Your answer should consist of the lines below that hold the word "shadow".

Record set =
----
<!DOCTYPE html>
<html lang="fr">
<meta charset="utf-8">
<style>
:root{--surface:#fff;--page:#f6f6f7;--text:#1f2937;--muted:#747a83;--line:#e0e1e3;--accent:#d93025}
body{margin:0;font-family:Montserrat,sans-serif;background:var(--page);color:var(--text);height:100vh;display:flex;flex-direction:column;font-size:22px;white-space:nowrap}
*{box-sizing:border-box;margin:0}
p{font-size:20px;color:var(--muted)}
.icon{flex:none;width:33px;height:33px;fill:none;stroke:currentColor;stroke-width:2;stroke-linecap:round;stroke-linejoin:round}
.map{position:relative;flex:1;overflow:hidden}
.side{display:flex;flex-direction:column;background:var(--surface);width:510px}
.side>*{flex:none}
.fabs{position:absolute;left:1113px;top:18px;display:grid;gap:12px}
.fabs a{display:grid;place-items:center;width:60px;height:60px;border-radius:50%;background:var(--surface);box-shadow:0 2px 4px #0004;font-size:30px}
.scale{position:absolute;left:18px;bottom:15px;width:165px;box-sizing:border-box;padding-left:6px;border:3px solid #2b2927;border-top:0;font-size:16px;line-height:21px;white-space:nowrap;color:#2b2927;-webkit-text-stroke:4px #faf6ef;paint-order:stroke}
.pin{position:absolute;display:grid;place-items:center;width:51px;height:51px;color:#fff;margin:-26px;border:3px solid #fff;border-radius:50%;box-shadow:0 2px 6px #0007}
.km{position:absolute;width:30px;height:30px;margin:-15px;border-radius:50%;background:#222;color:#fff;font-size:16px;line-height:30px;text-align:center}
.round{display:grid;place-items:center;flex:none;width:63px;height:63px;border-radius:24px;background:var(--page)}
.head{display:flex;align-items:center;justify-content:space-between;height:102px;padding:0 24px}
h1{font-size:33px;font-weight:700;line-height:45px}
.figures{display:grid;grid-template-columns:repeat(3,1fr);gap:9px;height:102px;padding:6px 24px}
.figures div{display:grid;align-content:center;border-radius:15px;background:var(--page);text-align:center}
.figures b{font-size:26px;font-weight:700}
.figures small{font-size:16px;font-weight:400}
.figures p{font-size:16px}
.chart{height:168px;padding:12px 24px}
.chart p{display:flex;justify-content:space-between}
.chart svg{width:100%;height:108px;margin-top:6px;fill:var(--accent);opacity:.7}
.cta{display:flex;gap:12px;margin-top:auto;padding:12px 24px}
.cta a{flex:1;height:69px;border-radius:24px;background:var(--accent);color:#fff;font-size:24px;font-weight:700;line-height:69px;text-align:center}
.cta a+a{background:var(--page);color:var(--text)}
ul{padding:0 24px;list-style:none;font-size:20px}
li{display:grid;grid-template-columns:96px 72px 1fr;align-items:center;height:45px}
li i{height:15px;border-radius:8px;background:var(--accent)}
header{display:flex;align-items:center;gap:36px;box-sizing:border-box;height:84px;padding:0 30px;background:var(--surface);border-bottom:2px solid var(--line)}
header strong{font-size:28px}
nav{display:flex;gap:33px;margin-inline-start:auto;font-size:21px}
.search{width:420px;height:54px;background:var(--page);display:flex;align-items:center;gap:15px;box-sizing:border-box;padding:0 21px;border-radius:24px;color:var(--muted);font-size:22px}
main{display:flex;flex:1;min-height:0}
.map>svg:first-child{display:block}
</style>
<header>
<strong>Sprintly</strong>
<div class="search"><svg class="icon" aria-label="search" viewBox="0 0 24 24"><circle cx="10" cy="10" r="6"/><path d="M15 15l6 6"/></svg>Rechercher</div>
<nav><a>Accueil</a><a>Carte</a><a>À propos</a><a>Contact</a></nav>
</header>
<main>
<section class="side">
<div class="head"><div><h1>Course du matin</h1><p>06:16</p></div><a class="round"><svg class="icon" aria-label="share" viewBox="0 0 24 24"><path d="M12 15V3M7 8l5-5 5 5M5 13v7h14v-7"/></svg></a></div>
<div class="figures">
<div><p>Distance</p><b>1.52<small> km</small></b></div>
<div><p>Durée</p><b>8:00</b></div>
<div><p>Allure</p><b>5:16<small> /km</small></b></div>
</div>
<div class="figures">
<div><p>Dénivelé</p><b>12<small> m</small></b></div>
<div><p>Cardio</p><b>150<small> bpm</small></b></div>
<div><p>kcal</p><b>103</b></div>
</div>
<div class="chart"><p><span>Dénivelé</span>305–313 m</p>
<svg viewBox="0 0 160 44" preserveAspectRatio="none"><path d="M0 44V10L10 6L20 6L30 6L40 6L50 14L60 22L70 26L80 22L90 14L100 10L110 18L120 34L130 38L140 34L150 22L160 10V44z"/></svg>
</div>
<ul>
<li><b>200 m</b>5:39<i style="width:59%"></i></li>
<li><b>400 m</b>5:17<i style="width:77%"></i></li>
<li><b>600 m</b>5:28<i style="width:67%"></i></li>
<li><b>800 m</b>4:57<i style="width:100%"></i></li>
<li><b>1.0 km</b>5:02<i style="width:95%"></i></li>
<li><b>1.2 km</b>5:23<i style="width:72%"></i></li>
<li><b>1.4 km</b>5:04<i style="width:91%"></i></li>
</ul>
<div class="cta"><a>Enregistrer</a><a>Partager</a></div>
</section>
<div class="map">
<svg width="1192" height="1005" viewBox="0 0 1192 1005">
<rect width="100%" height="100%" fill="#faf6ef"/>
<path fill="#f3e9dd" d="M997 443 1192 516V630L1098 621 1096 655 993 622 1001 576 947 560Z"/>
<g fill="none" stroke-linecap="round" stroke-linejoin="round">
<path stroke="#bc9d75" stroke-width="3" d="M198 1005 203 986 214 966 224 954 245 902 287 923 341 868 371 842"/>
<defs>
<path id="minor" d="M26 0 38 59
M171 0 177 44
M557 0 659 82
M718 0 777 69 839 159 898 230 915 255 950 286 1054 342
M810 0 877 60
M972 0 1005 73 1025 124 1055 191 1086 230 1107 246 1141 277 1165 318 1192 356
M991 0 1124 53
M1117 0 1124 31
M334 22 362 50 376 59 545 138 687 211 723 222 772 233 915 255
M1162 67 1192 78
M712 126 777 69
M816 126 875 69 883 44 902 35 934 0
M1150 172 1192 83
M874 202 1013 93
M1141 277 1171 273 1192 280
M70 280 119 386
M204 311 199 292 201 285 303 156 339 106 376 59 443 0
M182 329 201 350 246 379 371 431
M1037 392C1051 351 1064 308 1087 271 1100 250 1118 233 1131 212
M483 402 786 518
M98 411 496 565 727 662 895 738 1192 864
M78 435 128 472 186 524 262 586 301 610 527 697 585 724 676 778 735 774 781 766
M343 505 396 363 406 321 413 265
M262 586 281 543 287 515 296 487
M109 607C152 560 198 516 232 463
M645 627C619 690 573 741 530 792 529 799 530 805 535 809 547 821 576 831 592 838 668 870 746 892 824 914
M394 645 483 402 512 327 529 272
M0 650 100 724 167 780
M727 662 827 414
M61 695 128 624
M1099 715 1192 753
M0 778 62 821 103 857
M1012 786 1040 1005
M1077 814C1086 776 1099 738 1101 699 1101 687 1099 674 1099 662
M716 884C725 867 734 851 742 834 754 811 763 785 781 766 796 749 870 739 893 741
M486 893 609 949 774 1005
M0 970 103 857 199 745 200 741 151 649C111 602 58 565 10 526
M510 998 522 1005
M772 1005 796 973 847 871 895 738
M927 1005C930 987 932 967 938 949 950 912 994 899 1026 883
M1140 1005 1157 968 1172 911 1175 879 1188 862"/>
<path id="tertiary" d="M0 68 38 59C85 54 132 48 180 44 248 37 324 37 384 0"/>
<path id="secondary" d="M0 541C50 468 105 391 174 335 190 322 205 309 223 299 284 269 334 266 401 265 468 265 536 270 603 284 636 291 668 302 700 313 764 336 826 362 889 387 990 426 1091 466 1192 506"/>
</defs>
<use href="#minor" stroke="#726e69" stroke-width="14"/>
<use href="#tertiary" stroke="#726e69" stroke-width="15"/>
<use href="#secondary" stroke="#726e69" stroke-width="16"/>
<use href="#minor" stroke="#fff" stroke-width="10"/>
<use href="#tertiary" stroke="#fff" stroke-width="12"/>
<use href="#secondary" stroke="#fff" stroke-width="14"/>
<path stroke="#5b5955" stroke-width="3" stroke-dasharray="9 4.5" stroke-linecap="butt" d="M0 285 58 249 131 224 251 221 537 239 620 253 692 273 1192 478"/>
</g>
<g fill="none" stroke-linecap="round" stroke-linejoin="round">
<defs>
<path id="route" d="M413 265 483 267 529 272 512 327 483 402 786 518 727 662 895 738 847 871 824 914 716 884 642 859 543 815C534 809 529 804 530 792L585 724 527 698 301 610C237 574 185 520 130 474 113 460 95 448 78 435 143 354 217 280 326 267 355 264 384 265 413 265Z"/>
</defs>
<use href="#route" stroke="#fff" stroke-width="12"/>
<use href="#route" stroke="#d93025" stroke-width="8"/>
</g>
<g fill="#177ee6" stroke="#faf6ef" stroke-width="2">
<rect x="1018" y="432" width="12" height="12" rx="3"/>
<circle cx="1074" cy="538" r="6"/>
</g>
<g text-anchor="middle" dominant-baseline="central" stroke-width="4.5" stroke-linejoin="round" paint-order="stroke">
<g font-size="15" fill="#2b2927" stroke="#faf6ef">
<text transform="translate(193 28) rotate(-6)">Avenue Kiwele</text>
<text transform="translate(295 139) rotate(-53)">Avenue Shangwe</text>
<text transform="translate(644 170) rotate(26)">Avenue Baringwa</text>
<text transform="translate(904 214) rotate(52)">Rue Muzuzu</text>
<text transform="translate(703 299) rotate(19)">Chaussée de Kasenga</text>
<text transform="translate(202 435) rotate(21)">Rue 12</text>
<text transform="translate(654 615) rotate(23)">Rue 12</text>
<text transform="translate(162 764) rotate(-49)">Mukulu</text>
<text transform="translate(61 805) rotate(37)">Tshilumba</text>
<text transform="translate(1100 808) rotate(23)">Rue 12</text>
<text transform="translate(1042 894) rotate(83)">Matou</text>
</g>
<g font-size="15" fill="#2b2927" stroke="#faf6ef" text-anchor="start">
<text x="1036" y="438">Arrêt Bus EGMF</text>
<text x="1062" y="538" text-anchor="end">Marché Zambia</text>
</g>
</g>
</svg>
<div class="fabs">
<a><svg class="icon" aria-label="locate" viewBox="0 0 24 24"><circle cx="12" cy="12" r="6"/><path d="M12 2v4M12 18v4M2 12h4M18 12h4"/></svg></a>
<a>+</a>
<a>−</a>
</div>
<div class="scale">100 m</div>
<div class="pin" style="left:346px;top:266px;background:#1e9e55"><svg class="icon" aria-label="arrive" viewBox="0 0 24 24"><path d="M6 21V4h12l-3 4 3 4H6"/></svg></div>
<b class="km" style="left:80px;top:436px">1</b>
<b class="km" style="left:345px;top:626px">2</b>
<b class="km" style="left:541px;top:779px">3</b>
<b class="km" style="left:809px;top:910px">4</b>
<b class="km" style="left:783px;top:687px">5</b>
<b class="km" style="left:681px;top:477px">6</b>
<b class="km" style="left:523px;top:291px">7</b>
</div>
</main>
----
Reply to the task =
.fabs a{display:grid;place-items:center;width:60px;height:60px;border-radius:50%;background:var(--surface);box-shadow:0 2px 4px #0004;font-size:30px}
.pin{position:absolute;display:grid;place-items:center;width:51px;height:51px;color:#fff;margin:-26px;border:3px solid #fff;border-radius:50%;box-shadow:0 2px 6px #0007}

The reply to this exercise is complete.